'''

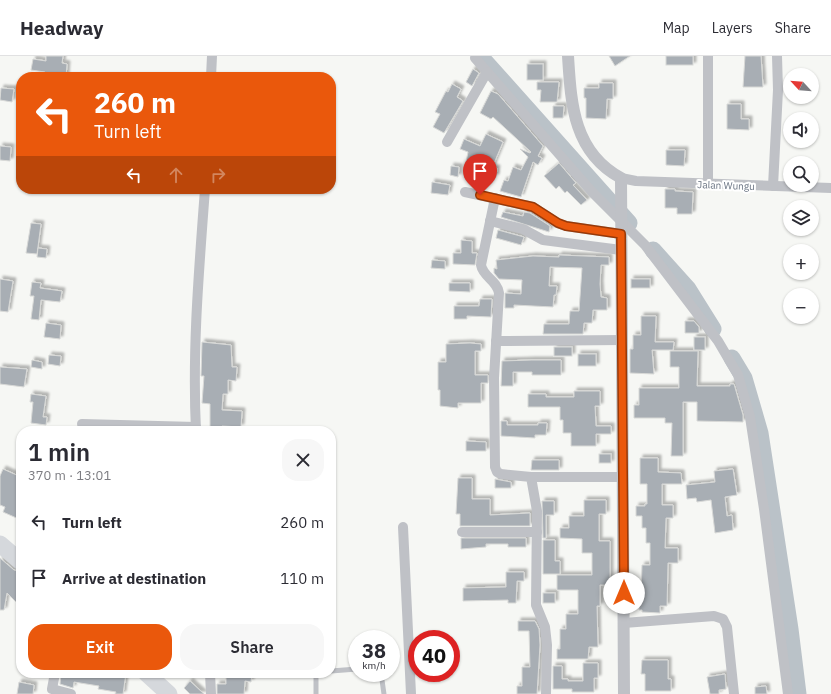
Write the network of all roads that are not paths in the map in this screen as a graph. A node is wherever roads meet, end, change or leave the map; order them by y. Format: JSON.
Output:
{"nodes":[{"id":1,"x":212,"y":56,"type":"edge"},
{"id":2,"x":568,"y":56,"type":"edge"},
{"id":3,"x":708,"y":56,"type":"edge"},
{"id":4,"x":777,"y":56,"type":"edge"},
{"id":5,"x":475,"y":58,"type":"dead end"},
{"id":6,"x":211,"y":72,"type":"edge"},
{"id":7,"x":487,"y":72,"type":"junction"},
{"id":8,"x":447,"y":142,"type":"dead end"},
{"id":9,"x":621,"y":178,"type":"junction"},
{"id":10,"x":708,"y":184,"type":"junction"},
{"id":11,"x":773,"y":186,"type":"junction"},
{"id":12,"x":831,"y":188,"type":"edge"},
{"id":13,"x":465,"y":192,"type":"dead end"},
{"id":14,"x":206,"y":194,"type":"edge"},
{"id":15,"x":495,"y":198,"type":"junction"},
{"id":16,"x":621,"y":218,"type":"junction"},
{"id":17,"x":490,"y":221,"type":"junction"},
{"id":18,"x":621,"y":234,"type":"junction"},
{"id":19,"x":621,"y":250,"type":"junction"},
{"id":20,"x":622,"y":340,"type":"junction"},
{"id":21,"x":496,"y":341,"type":"junction"},
{"id":22,"x":82,"y":424,"type":"dead end"},
{"id":23,"x":128,"y":426,"type":"edge"},
{"id":24,"x":196,"y":426,"type":"edge"},
{"id":25,"x":531,"y":477,"type":"junction"},
{"id":26,"x":623,"y":477,"type":"junction"},
{"id":27,"x":403,"y":527,"type":"dead end"},
{"id":28,"x":462,"y":532,"type":"dead end"},
{"id":29,"x":537,"y":532,"type":"junction"},
{"id":30,"x":0,"y":544,"type":"edge"},
{"id":31,"x":16,"y":558,"type":"edge"},
{"id":32,"x":624,"y":623,"type":"junction"},
{"id":33,"x":348,"y":670,"type":"edge"},
{"id":34,"x":336,"y":671,"type":"edge"},
{"id":35,"x":54,"y":678,"type":"edge"},
{"id":36,"x":152,"y":678,"type":"edge"},
{"id":37,"x":210,"y":678,"type":"edge"},
{"id":38,"x":316,"y":678,"type":"edge"},
{"id":39,"x":382,"y":682,"type":"edge"},
{"id":40,"x":72,"y":694,"type":"edge"},
{"id":41,"x":170,"y":694,"type":"edge"},
{"id":42,"x":211,"y":694,"type":"edge"},
{"id":43,"x":316,"y":694,"type":"edge"},
{"id":44,"x":384,"y":694,"type":"edge"},
{"id":45,"x":411,"y":694,"type":"edge"},
{"id":46,"x":546,"y":694,"type":"edge"},
{"id":47,"x":624,"y":694,"type":"edge"},
{"id":48,"x":734,"y":694,"type":"edge"},
{"id":49,"x":788,"y":694,"type":"edge"}],
"edges":[{"from":1,"to":6,"type":"street"},
{"from":2,"to":9,"type":"street"},
{"from":3,"to":10,"type":"street"},
{"from":4,"to":11,"type":"street"},
{"from":5,"to":7,"type":"street"},
{"from":7,"to":8,"type":"street"},
{"from":7,"to":16,"type":"street"},
{"from":9,"to":10,"type":"street","name":"Jalan Wungu"},
{"from":9,"to":16,"type":"street"},
{"from":10,"to":11,"type":"street","name":"Jalan Wungu"},
{"from":11,"to":12,"type":"street","name":"Jalan Wungu"},
{"from":13,"to":15,"type":"street"},
{"from":14,"to":24,"type":"street"},
{"from":15,"to":17,"type":"street"},
{"from":15,"to":18,"type":"street"},
{"from":16,"to":18,"type":"street"},
{"from":16,"to":49,"type":"street"},
{"from":17,"to":19,"type":"street"},
{"from":17,"to":21,"type":"street"},
{"from":18,"to":19,"type":"street"},
{"from":19,"to":20,"type":"street"},
{"from":20,"to":21,"type":"street"},
{"from":20,"to":26,"type":"street"},
{"from":21,"to":25,"type":"street"},
{"from":22,"to":23,"type":"street"},
{"from":25,"to":26,"type":"street"},
{"from":25,"to":29,"type":"street"},
{"from":26,"to":32,"type":"street"},
{"from":27,"to":45,"type":"street"},
{"from":28,"to":29,"type":"street"},
{"from":29,"to":46,"type":"street"},
{"from":30,"to":31,"type":"highway"},
{"from":32,"to":47,"type":"street"},
{"from":32,"to":48,"type":"street"},
{"from":33,"to":34,"type":"lane"},
{"from":35,"to":40,"type":"street"},
{"from":36,"to":41,"type":"highway"},
{"from":37,"to":42,"type":"street"},
{"from":38,"to":43,"type":"lane"},
{"from":39,"to":44,"type":"lane"}]}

'''

● Task brief: Report how many lines above hold the string "lane", giving nothing but the number.

● Response for this exercise: 3